> WHAT THIS TASK INVOLVES
Each line below that carries the string "HATÁR" must appear in the answer.

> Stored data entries
════
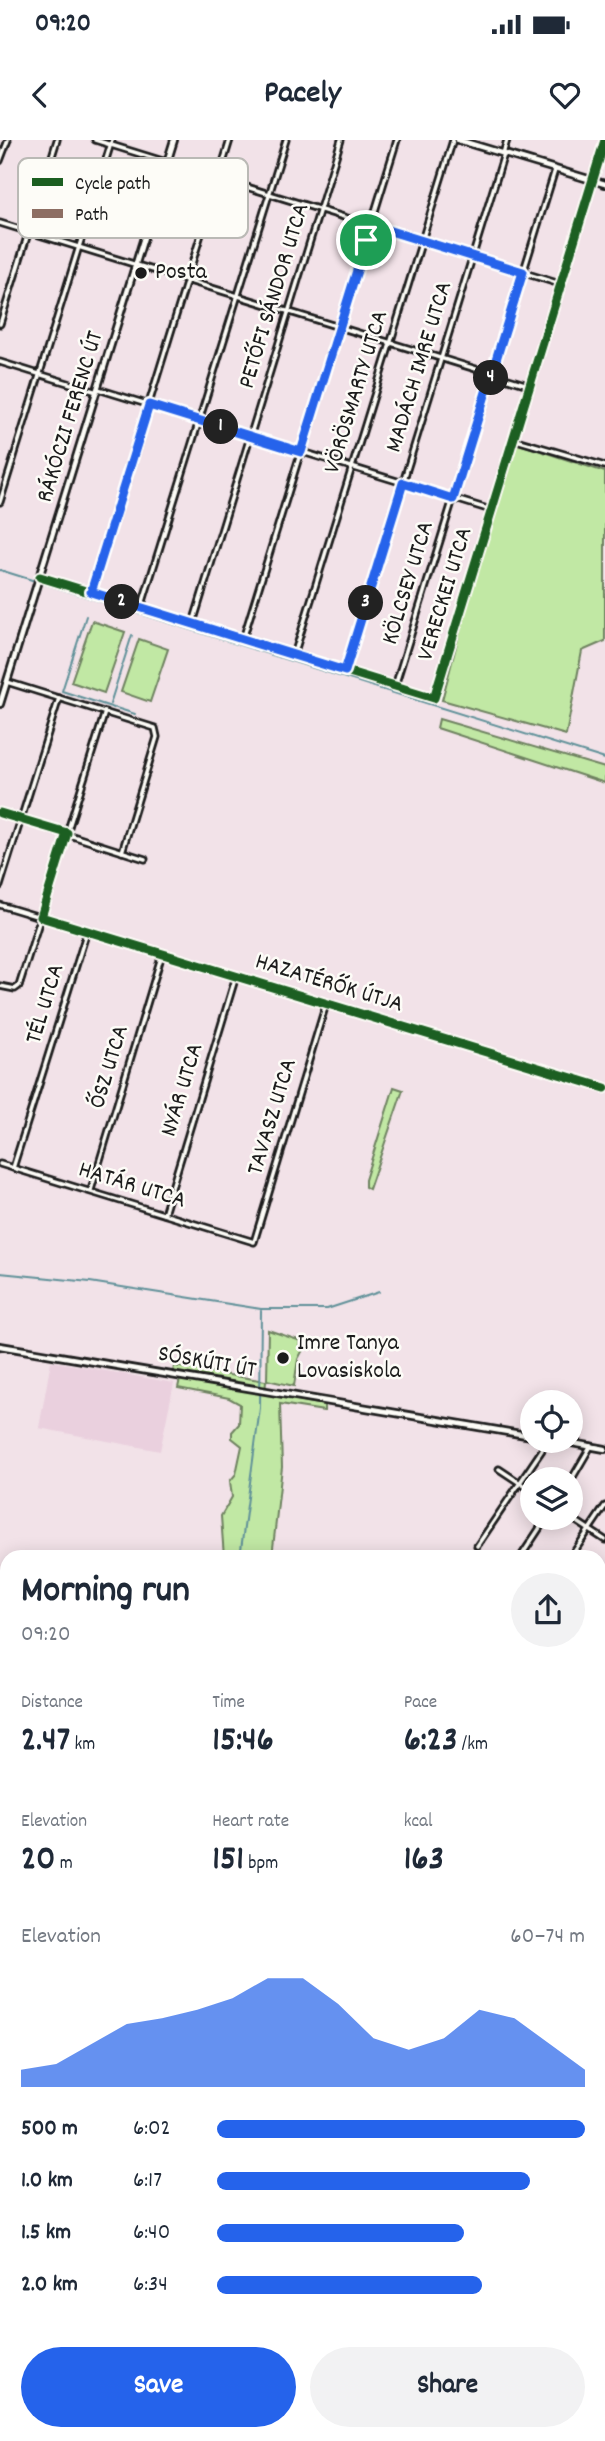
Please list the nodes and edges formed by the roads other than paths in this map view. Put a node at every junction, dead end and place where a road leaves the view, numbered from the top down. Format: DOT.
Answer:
graph roads {
  1 [pos="8,140"];
  2 [pos="57,140"];
  3 [pos="94,140"];
  4 [pos="174,140"];
  5 [pos="230,140"];
  6 [pos="286,140"];
  7 [pos="341,140"];
  8 [pos="397,140"];
  9 [pos="455,140"];
  10 [pos="507,140"];
  11 [pos="605,140"];
  12 [pos="111,142"];
  13 [pos="503,154"];
  14 [pos="51,158"];
  15 [pos="157,158"];
  16 [pos="169,158"];
  17 [pos="225,158"];
  18 [pos="0,161"];
  19 [pos="555,170"];
  20 [pos="593,181"];
  21 [pos="605,184"];
  22 [pos="248,187"];
  23 [pos="270,193"];
  24 [pos="320,209"];
  25 [pos="0,223"];
  26 [pos="371,225"];
  27 [pos="18,229"];
  28 [pos="26,238"];
  29 [pos="48,238"];
  30 [pos="82,238"];
  31 [pos="144,238"];
  32 [pos="200,238"];
  33 [pos="422,241"];
  34 [pos="79,247"];
  35 [pos="472,256"];
  36 [pos="136,264"];
  37 [pos="523,272"];
  38 [pos="187,280"];
  39 [pos="560,284"];
  40 [pos="238,295"];
  41 [pos="289,311"];
  42 [pos="0,324"];
  43 [pos="340,327"];
  44 [pos="390,342"];
  45 [pos="441,358"];
  46 [pos="0,362"];
  47 [pos="492,373"];
  48 [pos="39,374"];
  49 [pos="528,385"];
  50 [pos="97,391"];
  51 [pos="149,405"];
  52 [pos="199,420"];
  53 [pos="250,436"];
  54 [pos="513,439"];
  55 [pos="301,452"];
  56 [pos="605,466"];
  57 [pos="351,467"];
  58 [pos="403,483"];
  59 [pos="453,499"];
  60 [pos="0,502"];
  61 [pos="491,510"];
  62 [pos="40,576"];
  63 [pos="91,592"];
  64 [pos="141,608"];
  65 [pos="192,624"];
  66 [pos="243,639"];
  67 [pos="294,655"];
  68 [pos="345,671"];
  69 [pos="4,685"];
  70 [pos="396,686"];
  71 [pos="59,698"];
  72 [pos="0,704"];
  73 [pos="105,712"];
  74 [pos="0,813"];
  75 [pos="20,820"];
  76 [pos="67,833"];
  77 [pos="122,852"];
  78 [pos="145,859"];
  79 [pos="0,886"];
  80 [pos="0,905"];
  81 [pos="41,917"];
  82 [pos="87,931"];
  83 [pos="162,954"];
  84 [pos="236,976"];
  85 [pos="0,986"];
  86 [pos="326,1004"];
  87 [pos="605,1088"];
  88 [pos="0,1164"];
  89 [pos="13,1168"];
  90 [pos="90,1191"];
  91 [pos="163,1214"];
  92 [pos="254,1242"];
  93 [pos="0,1346"];
  94 [pos="520,1434"];
  95 [pos="583,1445"];
  96 [pos="591,1446"];
  97 [pos="605,1449"];
  98 [pos="579,1467"];
  99 [pos="499,1469"];
  100 [pos="520,1483"];
  101 [pos="605,1506"];
  102 [pos="583,1525"];
  103 [pos="589,1529"];
  104 [pos="538,1530"];
  105 [pos="605,1540"];
  106 [pos="477,1546"];
  107 [pos="525,1550"];
  108 [pos="575,1550"];
  1 -- 18 [label="street"];
  2 -- 14 [label="street"];
  3 -- 12 [label="street"];
  4 -- 16 [label="street, RÁKÓCZI FERENC ÚT"];
  5 -- 17 [label="street"];
  6 -- 23 [label="street"];
  7 -- 24 [label="street, PETŐFI SÁNDOR UTCA"];
  8 -- 26 [label="street"];
  9 -- 13 [label="street"];
  9 -- 33 [label="street, VÖRÖSMARTY UTCA"];
  10 -- 13 [label="street, MADÁCH IMRE UTCA"];
  11 -- 20 [label="street, VERECKEI UTCA"];
  12 -- 15 [label="street"];
  13 -- 19 [label="street"];
  13 -- 35 [label="street, MADÁCH IMRE UTCA"];
  19 -- 20 [label="street"];
  19 -- 37 [label="street, KÖLCSEY UTCA"];
  20 -- 21 [label="street"];
  20 -- 39 [label="street, VERECKEI UTCA"];
  22 -- 23 [label="street"];
  23 -- 24 [label="street"];
  23 -- 40 [label="street"];
  24 -- 26 [label="street"];
  24 -- 41 [label="street, PETŐFI SÁNDOR UTCA"];
  25 -- 27 [label="street"];
  26 -- 33 [label="street"];
  26 -- 43 [label="street"];
  28 -- 42 [label="street"];
  29 -- 34 [label="street"];
  30 -- 34 [label="street"];
  31 -- 36 [label="street, RÁKÓCZI FERENC ÚT"];
  32 -- 38 [label="street"];
  33 -- 35 [label="street"];
  33 -- 44 [label="street, VÖRÖSMARTY UTCA"];
  34 -- 36 [label="street"];
  34 -- 48 [label="street"];
  35 -- 37 [label="street"];
  35 -- 45 [label="street, MADÁCH IMRE UTCA"];
  36 -- 38 [label="street"];
  36 -- 50 [label="street, RÁKÓCZI FERENC ÚT"];
  37 -- 39 [label="street"];
  37 -- 47 [label="street, KÖLCSEY UTCA"];
  38 -- 40 [label="street"];
  38 -- 51 [label="street"];
  39 -- 49 [label="street, VERECKEI UTCA"];
  40 -- 41 [label="street"];
  40 -- 52 [label="street"];
  41 -- 43 [label="street"];
  41 -- 53 [label="street, PETŐFI SÁNDOR UTCA"];
  43 -- 44 [label="street"];
  43 -- 55 [label="street"];
  44 -- 45 [label="street"];
  44 -- 57 [label="street, VÖRÖSMARTY UTCA"];
  45 -- 47 [label="street"];
  45 -- 58 [label="street, MADÁCH IMRE UTCA"];
  46 -- 48 [label="street"];
  47 -- 49 [label="street"];
  47 -- 59 [label="street, KÖLCSEY UTCA"];
  48 -- 50 [label="street"];
  48 -- 60 [label="street"];
  49 -- 54 [label="street, VERECKEI UTCA"];
  50 -- 51 [label="street"];
  50 -- 62 [label="street, RÁKÓCZI FERENC ÚT"];
  51 -- 52 [label="street"];
  51 -- 63 [label="street"];
  52 -- 53 [label="street"];
  52 -- 64 [label="street"];
  53 -- 55 [label="street"];
  53 -- 65 [label="street, PETŐFI SÁNDOR UTCA"];
  54 -- 56 [label="street"];
  54 -- 61 [label="street, VERECKEI UTCA"];
  55 -- 57 [label="street"];
  55 -- 66 [label="street"];
  57 -- 58 [label="street"];
  57 -- 67 [label="street, VÖRÖSMARTY UTCA"];
  58 -- 59 [label="street"];
  58 -- 68 [label="street, MADÁCH IMRE UTCA"];
  59 -- 61 [label="street"];
  59 -- 70 [label="street, KÖLCSEY UTCA"];
  61 -- 70 [label="street, VERECKEI UTCA"];
  62 -- 63 [label="street"];
  62 -- 69 [label="street, RÁKÓCZI FERENC ÚT"];
  63 -- 64 [label="street"];
  64 -- 65 [label="street"];
  65 -- 66 [label="street"];
  66 -- 67 [label="street"];
  67 -- 68 [label="street"];
  68 -- 70 [label="street"];
  69 -- 71 [label="street"];
  69 -- 72 [label="street, RÁKÓCZI FERENC ÚT"];
  71 -- 73 [label="street"];
  71 -- 75 [label="street"];
  73 -- 76 [label="street"];
  73 -- 77 [label="street"];
  74 -- 75 [label="street"];
  75 -- 76 [label="street"];
  75 -- 79 [label="street"];
  76 -- 77 [label="street"];
  76 -- 81 [label="street"];
  77 -- 78 [label="street"];
  80 -- 81 [label="street, HAZATÉRŐK ÚTJA"];
  81 -- 82 [label="street, HAZATÉRŐK ÚTJA"];
  81 -- 85 [label="street"];
  82 -- 83 [label="street, HAZATÉRŐK ÚTJA"];
  82 -- 89 [label="street, TÉL UTCA"];
  83 -- 84 [label="street, HAZATÉRŐK ÚTJA"];
  83 -- 90 [label="street, ŐSZ UTCA"];
  84 -- 86 [label="street, HAZATÉRŐK ÚTJA"];
  84 -- 91 [label="street, NYÁR UTCA"];
  86 -- 87 [label="street, HAZATÉRŐK ÚTJA"];
  86 -- 92 [label="street, TAVASZ UTCA"];
  88 -- 89 [label="street, HATÁR UTCA"];
  89 -- 90 [label="street, HATÁR UTCA"];
  90 -- 91 [label="street, HATÁR UTCA"];
  91 -- 92 [label="street, HATÁR UTCA"];
  93 -- 94 [label="street, SÓSKÚTI ÚT"];
  95 -- 96 [label="street"];
  96 -- 97 [label="street"];
  96 -- 98 [label="street"];
  99 -- 100 [label="street"];
  100 -- 106 [label="street"];
  101 -- 103 [label="street"];
  102 -- 103 [label="street"];
  103 -- 105 [label="street"];
  103 -- 108 [label="street"];
  104 -- 107 [label="street"];
}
════
> TASK RESULT
  88 -- 89 [label="street, HATÁR UTCA"];
  89 -- 90 [label="street, HATÁR UTCA"];
  90 -- 91 [label="street, HATÁR UTCA"];
  91 -- 92 [label="street, HATÁR UTCA"];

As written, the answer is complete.